Fewer remain who remember how tough it was, too, during World War I. Many sacrificed with their lives; others made sacrifices at home.

The final months of the war, 1917-18, were particularly hard in Gainesville and Hall County. December 1917 had been cold and icy. Snow and sleet had fallen off and on for 34 days with no appreciable thaw into mid-January. Trees and utility lines fell under the weight of the ice.

A fuel shortage aggravated conditions as people heated with coal or wood back then. The state appointed Dr. L.G. Hardman as fuel administrator, tasked with trying to see that available supplies were distributed equitably.

You had to apply for a fuel card to buy coal. Coal dealers weren't allowed to sell to anybody without a card issued by R.E. Andoe. A family was limited to 500 pounds of coal during the winter.

The hardship brought out the best in people, though. H.J. Pearce of Brenau College donated a train car full of coal intended for the school to be used instead for local residents, especially the poor. Likewise, H.H. Dean and Turner Quillian donated wood to help keep the needy warm.

The state urged local communities such as Gainesville to establish a municipal wood yard to store supplies for those needing fuel.

Judge J.B. Jones postponed till April the January session of Hall County Superior Court because of the lack of fuel to heat the courthouse.

Sunday automobile rides were discouraged, and people turned out on the streets to stroll in good weather rather than burn gasoline. Electric lights couldn't be burned from 7 a.m. to 4 p.m., and business use of lights was limited after 6 p.m. There were some exceptions, including hotels and others whose business required lights at night.

The federal government asked citizens to cooperate with "meatless" and "wheatless" days, eating meat and wheat products only certain days of the week to conserve food supplies.

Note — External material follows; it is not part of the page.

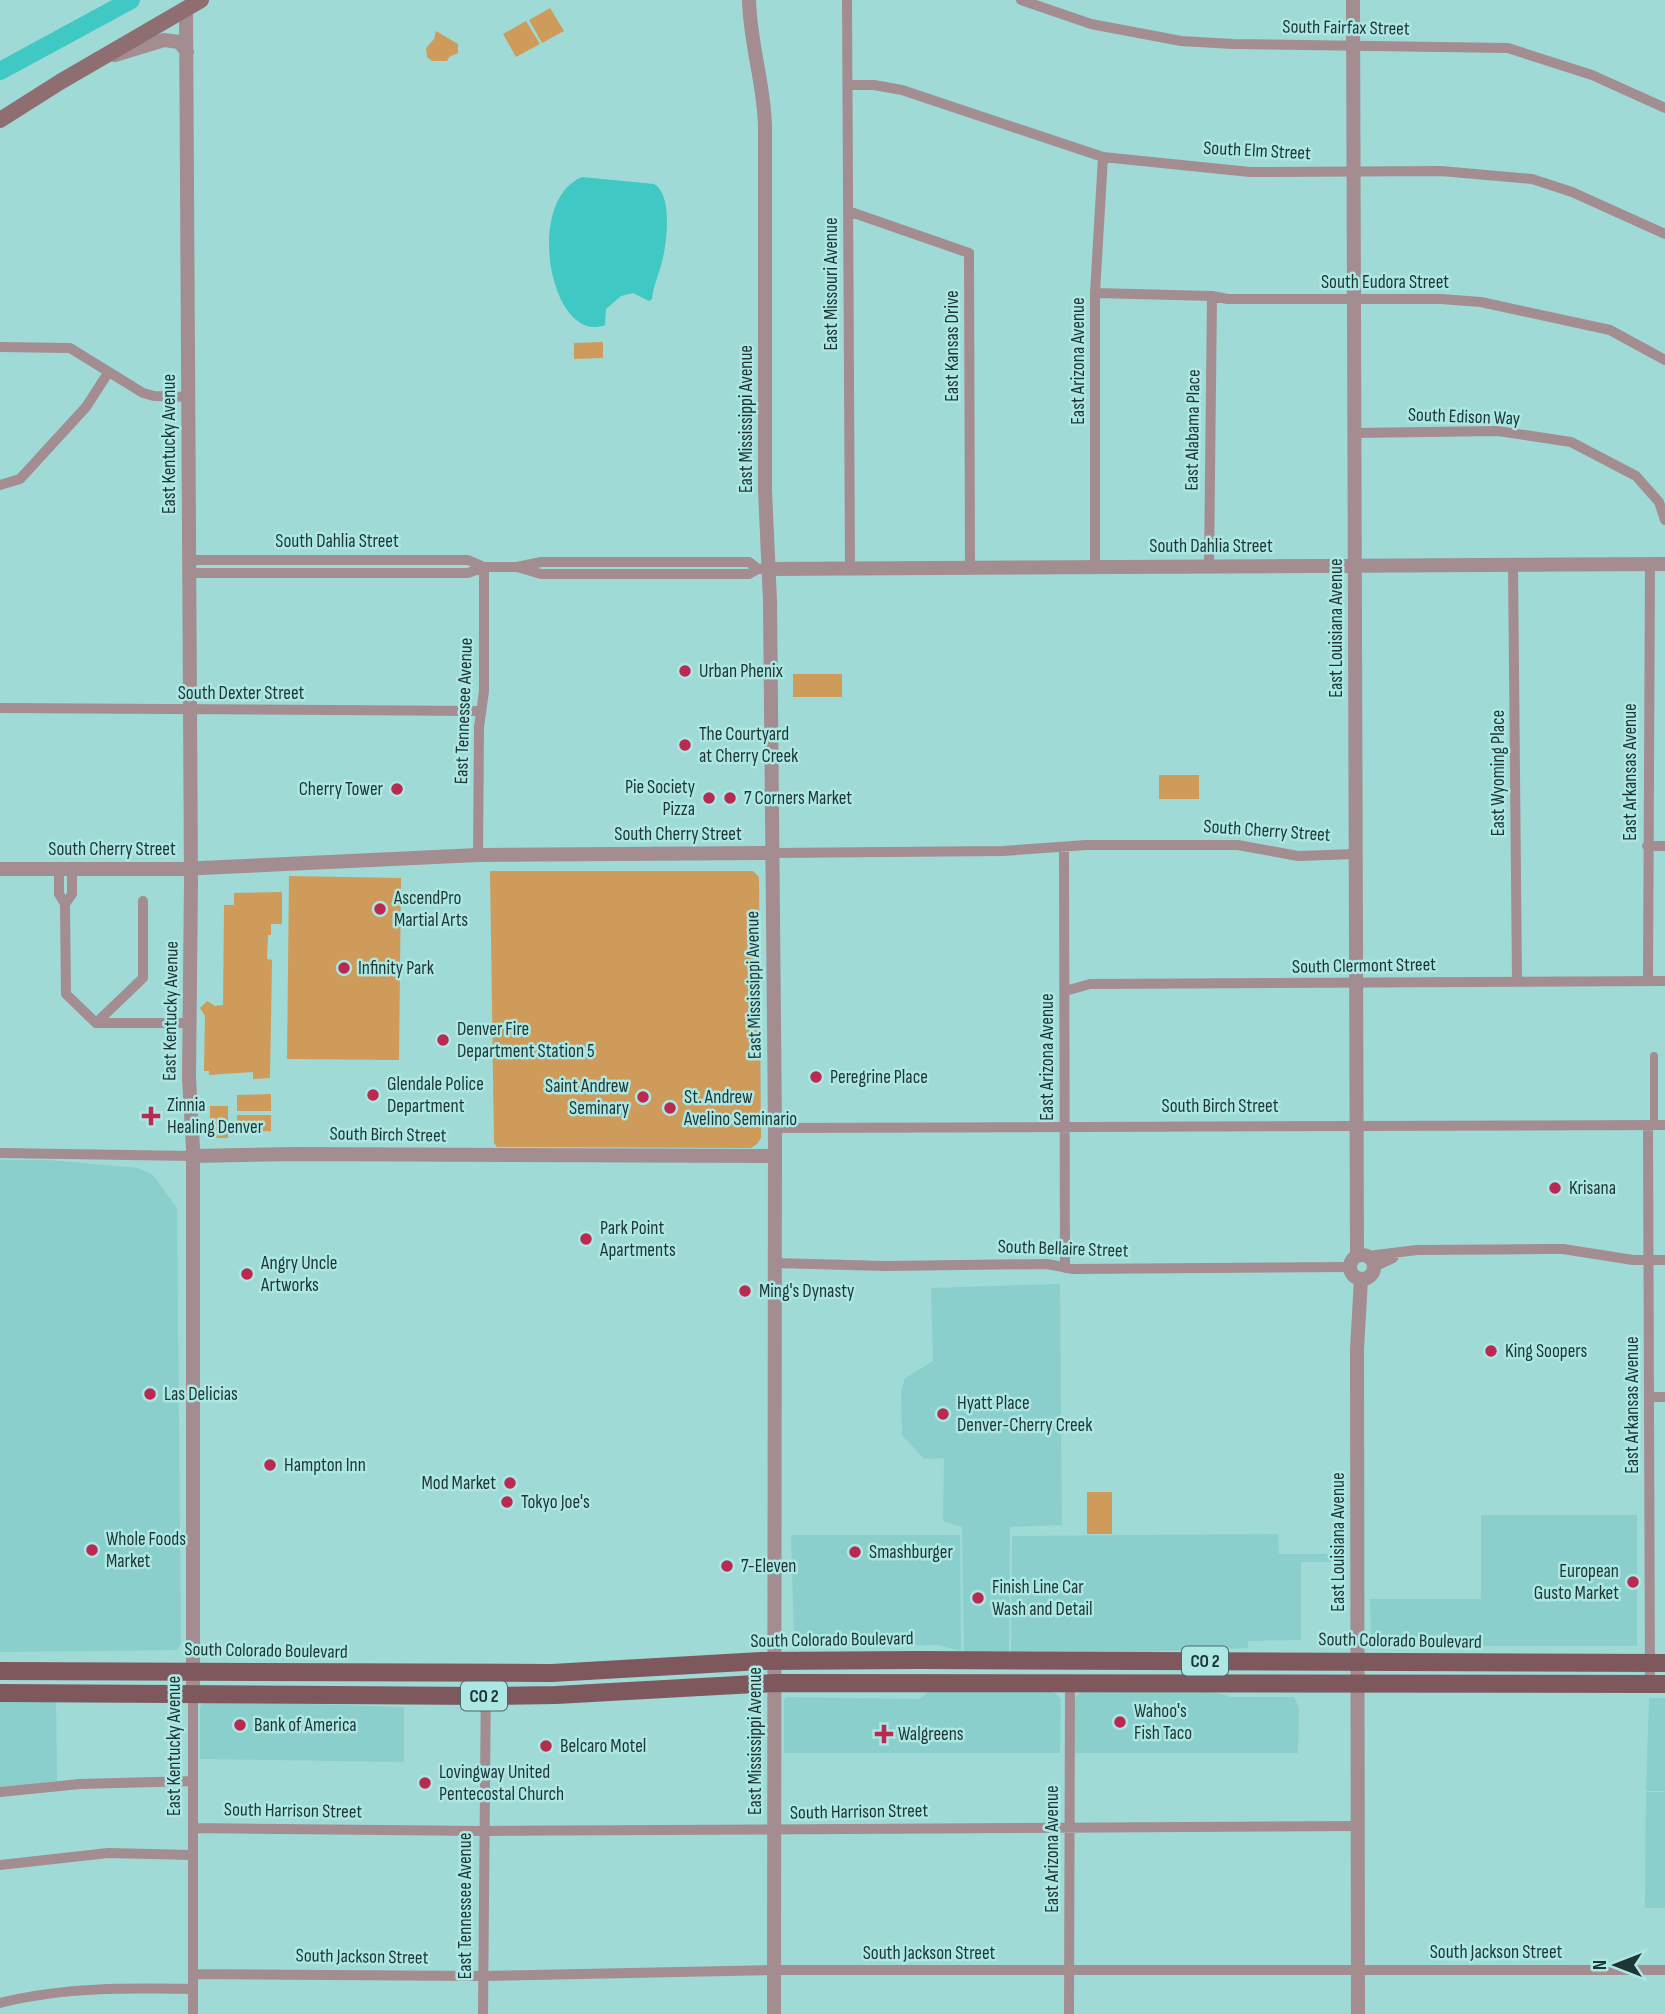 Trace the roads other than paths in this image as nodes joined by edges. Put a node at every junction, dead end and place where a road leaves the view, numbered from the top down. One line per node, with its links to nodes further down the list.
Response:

Lawyers donated their services to men registering for military service and to families who lost loved ones in the war.

Most of this was done with a patriotic spirit. The community came together in a War Savings Stamp Campaign in the months before the war ended, yet no end was in sight.

Felix Jackson, local businessman who built the Jackson Building, was master of ceremonies for a rally to sell Liberty Bonds to help finance the American war effort. Crowds braved a cold east wind to hear speakers standing on a banner-bedecked rostrum set up at the base of the Confederate statue on Gainesville's downtown square. Bands from New Holland and Camp Gordon played, cadets from Riverside Military Academy and the University of Georgia marched, whistles blew, and bells rang to accompany the celebration.

The county's goal was $178,900, but $247,300 in bonds was sold, one of the highest amounts in the state.

Finally, in the fall the guns fell silent overseas. The armistice was signed Nov. 11.

While there wasn't a turkey on every table, it would be a thankful Thanksgiving despite the shortages and hardships suffered by families and their sons overseas.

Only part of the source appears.